Nation destroys last mine in removal project that began in 1993
Mozambique has been declared free of land mines after the last explosive device was detonated in mid-September in the central Sofala province.
The unexploded mines were a legacy of the nation's 16-year civil war, between 1977 and 1992, which claimed one million lives. The successful demining programme was part of Mozambique's obligations under the Ottawa Treaty, a 1999 agreement which required the country to eradicate all landmines.
The country originally had ten years to clear them but the deadline has been extended several times since 2009. The province of Maputo, the region around the capital, was declared landmine-free in April 2014.
Operations to remove the mines began in 1993 and the project was helped early on after the British charity Halo Trust received the support of Princess Diana for its landmine removal work.

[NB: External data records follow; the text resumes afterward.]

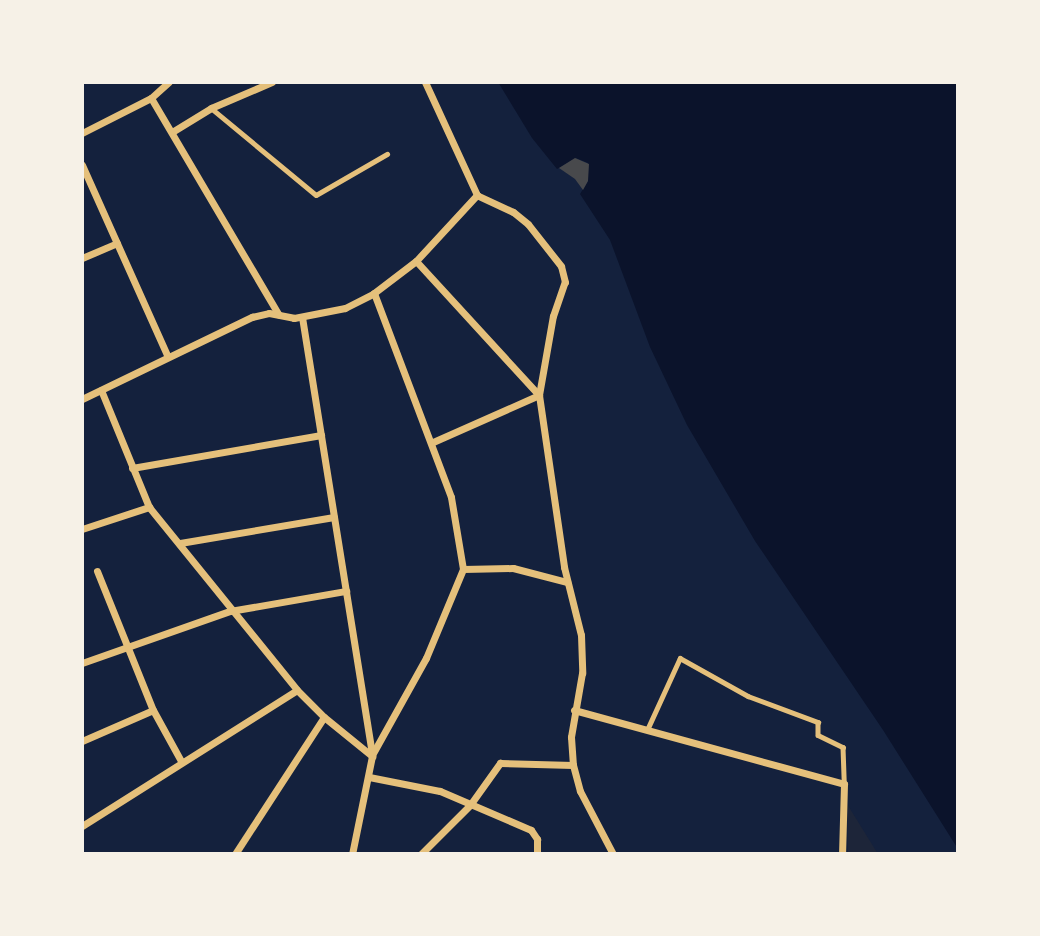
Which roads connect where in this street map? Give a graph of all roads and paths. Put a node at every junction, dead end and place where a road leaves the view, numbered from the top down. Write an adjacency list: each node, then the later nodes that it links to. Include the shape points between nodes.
1 (169, 82): 4 (street)
2 (272, 82): 5 (street)
3 (425, 82): 10 (street)
4 (151, 98): 6 (street); 7 (street)
5 (211, 108): 6 (street); 8 (lane, via 316,195)
6 (172, 132): 15 (street)
7 (82, 134)
8 (387, 154)
9 (82, 165): 11 (street)
10 (477, 195): 13 (street); 19 (street, via 521,217 564,271)
11 (117, 243): 12 (street); 17 (street)
12 (82, 258)
13 (416, 261): 14 (street); 19 (street)
14 (374, 293): 16 (street, via 345,308); 22 (street)
15 (278, 314): 16 (street); 17 (street, via 252,317)
16 (302, 317): 21 (street)
17 (169, 358): 18 (street)
18 (101, 390): 20 (street); 23 (street)
19 (539, 395): 22 (street); 30 (street)
20 (82, 399)
21 (321, 435): 23 (street); 25 (street)
22 (433, 442): 28 (street, via 452,497)
23 (132, 468): 24 (street)
24 (149, 507): 26 (street); 27 (street)
25 (334, 517): 27 (street); 31 (street)
26 (82, 529)
27 (180, 543): 32 (street)
28 (463, 569): 30 (street, via 513,568); 41 (street, via 426,658)
29 (97, 571): 33 (street)
30 (567, 582): 37 (street, via 578,617 582,654)
31 (346, 592): 32 (street); 41 (street)
32 (230, 611): 33 (street); 35 (street)
33 (128, 647): 34 (street); 36 (street)
34 (82, 663)
35 (297, 690): 38 (street); 42 (street)
36 (153, 710): 40 (street); 42 (street)
37 (574, 710): 39 (street); 43 (street)
38 (324, 717): 41 (street); 48 (street)
39 (647, 730): 45 (street); 45 (lane, via 680,658 748,696 818,722 818,735 843,747)
40 (82, 741)
41 (372, 756): 44 (street)
42 (181, 761): 47 (street)
43 (573, 765): 46 (street, via 500,763); 52 (street, via 580,790)
44 (369, 778): 46 (street, via 440,791); 49 (street)
45 (844, 784): 53 (street)
46 (470, 805): 50 (street); 51 (street, via 531,830 537,839)
47 (82, 826)
48 (234, 854)
49 (352, 854)
50 (421, 854)
51 (537, 854)
52 (613, 854)
53 (842, 854)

Over the last two decades the charity has removed over 171,000 explosives from some 1,100 minefields – about 80 per cent of the country's entire number of mines – thanks to the work of 1,600 Mozambican men and women, and donations of $57 million, mainly from Britain and the US.
More recently Halo's efforts have been supported by Cindy McCain, wife of John McCain, the senior American senator and the Republican candidate in the 2008 US presidential election.
The country's demining project also relied on the deployment of a squad of specially-trained African giant pouched rats, trained by Belgian non-governmental organisation APOPO to locate buried mines by conditioning the animals to associate the scent of explosives with the reward of food. The Mine Detection Rats (MDRs) were able to check 200 sqm of land for mines in 30 minutes.